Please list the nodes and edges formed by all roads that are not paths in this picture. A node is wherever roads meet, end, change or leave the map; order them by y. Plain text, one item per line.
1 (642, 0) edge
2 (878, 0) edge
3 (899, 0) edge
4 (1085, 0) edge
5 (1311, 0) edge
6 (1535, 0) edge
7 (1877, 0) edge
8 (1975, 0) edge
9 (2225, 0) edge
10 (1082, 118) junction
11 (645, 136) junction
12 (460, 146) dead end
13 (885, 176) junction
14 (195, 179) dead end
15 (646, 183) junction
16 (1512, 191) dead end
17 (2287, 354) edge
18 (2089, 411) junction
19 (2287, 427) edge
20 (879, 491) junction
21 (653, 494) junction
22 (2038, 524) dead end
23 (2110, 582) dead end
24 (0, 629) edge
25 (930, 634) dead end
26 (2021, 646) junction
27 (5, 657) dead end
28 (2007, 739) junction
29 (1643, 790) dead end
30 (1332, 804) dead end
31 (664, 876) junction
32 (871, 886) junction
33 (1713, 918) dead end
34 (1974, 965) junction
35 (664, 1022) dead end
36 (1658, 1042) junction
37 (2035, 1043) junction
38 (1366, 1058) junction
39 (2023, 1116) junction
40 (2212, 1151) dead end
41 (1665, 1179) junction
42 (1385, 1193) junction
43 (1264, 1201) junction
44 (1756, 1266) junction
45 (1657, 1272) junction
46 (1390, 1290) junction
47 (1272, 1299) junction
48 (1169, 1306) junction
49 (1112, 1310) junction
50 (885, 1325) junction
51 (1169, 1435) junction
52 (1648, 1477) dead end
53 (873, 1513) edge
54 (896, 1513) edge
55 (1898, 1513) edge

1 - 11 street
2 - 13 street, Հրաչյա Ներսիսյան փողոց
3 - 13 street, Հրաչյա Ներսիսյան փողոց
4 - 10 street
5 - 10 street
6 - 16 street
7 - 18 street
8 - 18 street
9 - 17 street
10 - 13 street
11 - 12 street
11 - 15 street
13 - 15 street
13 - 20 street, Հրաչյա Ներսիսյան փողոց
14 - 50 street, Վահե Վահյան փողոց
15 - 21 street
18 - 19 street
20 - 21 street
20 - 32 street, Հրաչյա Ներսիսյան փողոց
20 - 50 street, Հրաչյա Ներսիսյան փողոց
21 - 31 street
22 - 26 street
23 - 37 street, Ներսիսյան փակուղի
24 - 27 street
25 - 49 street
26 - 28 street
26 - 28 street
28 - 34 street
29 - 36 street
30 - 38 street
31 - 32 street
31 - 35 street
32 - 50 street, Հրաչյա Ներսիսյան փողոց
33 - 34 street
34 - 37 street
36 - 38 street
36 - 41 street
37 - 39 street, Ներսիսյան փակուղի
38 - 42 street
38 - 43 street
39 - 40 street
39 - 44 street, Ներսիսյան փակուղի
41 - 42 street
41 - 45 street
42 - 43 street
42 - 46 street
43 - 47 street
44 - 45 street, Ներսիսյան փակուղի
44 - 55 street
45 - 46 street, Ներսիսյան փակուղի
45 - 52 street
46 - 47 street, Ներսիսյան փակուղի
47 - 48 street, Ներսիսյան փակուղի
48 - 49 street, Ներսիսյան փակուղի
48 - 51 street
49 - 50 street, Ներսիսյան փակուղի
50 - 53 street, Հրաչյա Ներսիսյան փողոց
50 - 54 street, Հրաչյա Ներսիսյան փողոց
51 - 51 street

## What to work on
Copy the whole listing above once more, character for character.

## Answer for this exercise
Please list the nodes and edges formed by all roads that are not paths in this picture. A node is wherever roads meet, end, change or leave the map; order them by y. Plain text, one item per line.
1 (642, 0) edge
2 (878, 0) edge
3 (899, 0) edge
4 (1085, 0) edge
5 (1311, 0) edge
6 (1535, 0) edge
7 (1877, 0) edge
8 (1975, 0) edge
9 (2225, 0) edge
10 (1082, 118) junction
11 (645, 136) junction
12 (460, 146) dead end
13 (885, 176) junction
14 (195, 179) dead end
15 (646, 183) junction
16 (1512, 191) dead end
17 (2287, 354) edge
18 (2089, 411) junction
19 (2287, 427) edge
20 (879, 491) junction
21 (653, 494) junction
22 (2038, 524) dead end
23 (2110, 582) dead end
24 (0, 629) edge
25 (930, 634) dead end
26 (2021, 646) junction
27 (5, 657) dead end
28 (2007, 739) junction
29 (1643, 790) dead end
30 (1332, 804) dead end
31 (664, 876) junction
32 (871, 886) junction
33 (1713, 918) dead end
34 (1974, 965) junction
35 (664, 1022) dead end
36 (1658, 1042) junction
37 (2035, 1043) junction
38 (1366, 1058) junction
39 (2023, 1116) junction
40 (2212, 1151) dead end
41 (1665, 1179) junction
42 (1385, 1193) junction
43 (1264, 1201) junction
44 (1756, 1266) junction
45 (1657, 1272) junction
46 (1390, 1290) junction
47 (1272, 1299) junction
48 (1169, 1306) junction
49 (1112, 1310) junction
50 (885, 1325) junction
51 (1169, 1435) junction
52 (1648, 1477) dead end
53 (873, 1513) edge
54 (896, 1513) edge
55 (1898, 1513) edge

1 - 11 street
2 - 13 street, Հրաչյա Ներսիսյան փողոց
3 - 13 street, Հրաչյա Ներսիսյան փողոց
4 - 10 street
5 - 10 street
6 - 16 street
7 - 18 street
8 - 18 street
9 - 17 street
10 - 13 street
11 - 12 street
11 - 15 street
13 - 15 street
13 - 20 street, Հրաչյա Ներսիսյան փողոց
14 - 50 street, Վահե Վահյան փողոց
15 - 21 street
18 - 19 street
20 - 21 street
20 - 32 street, Հրաչյա Ներսիսյան փողոց
20 - 50 street, Հրաչյա Ներսիսյան փողոց
21 - 31 street
22 - 26 street
23 - 37 street, Ներսիսյան փակուղի
24 - 27 street
25 - 49 street
26 - 28 street
26 - 28 street
28 - 34 street
29 - 36 street
30 - 38 street
31 - 32 street
31 - 35 street
32 - 50 street, Հրաչյա Ներսիսյան փողոց
33 - 34 street
34 - 37 street
36 - 38 street
36 - 41 street
37 - 39 street, Ներսիսյան փակուղի
38 - 42 street
38 - 43 street
39 - 40 street
39 - 44 street, Ներսիսյան փակուղի
41 - 42 street
41 - 45 street
42 - 43 street
42 - 46 street
43 - 47 street
44 - 45 street, Ներսիսյան փակուղի
44 - 55 street
45 - 46 street, Ներսիսյան փակուղի
45 - 52 street
46 - 47 street, Ներսիսյան փակուղի
47 - 48 street, Ներսիսյան փակուղի
48 - 49 street, Ներսիսյան փակուղի
48 - 51 street
49 - 50 street, Ներսիսյան փակուղի
50 - 53 street, Հրաչյա Ներսիսյան փողոց
50 - 54 street, Հրաչյա Ներսիսյան փողոց
51 - 51 street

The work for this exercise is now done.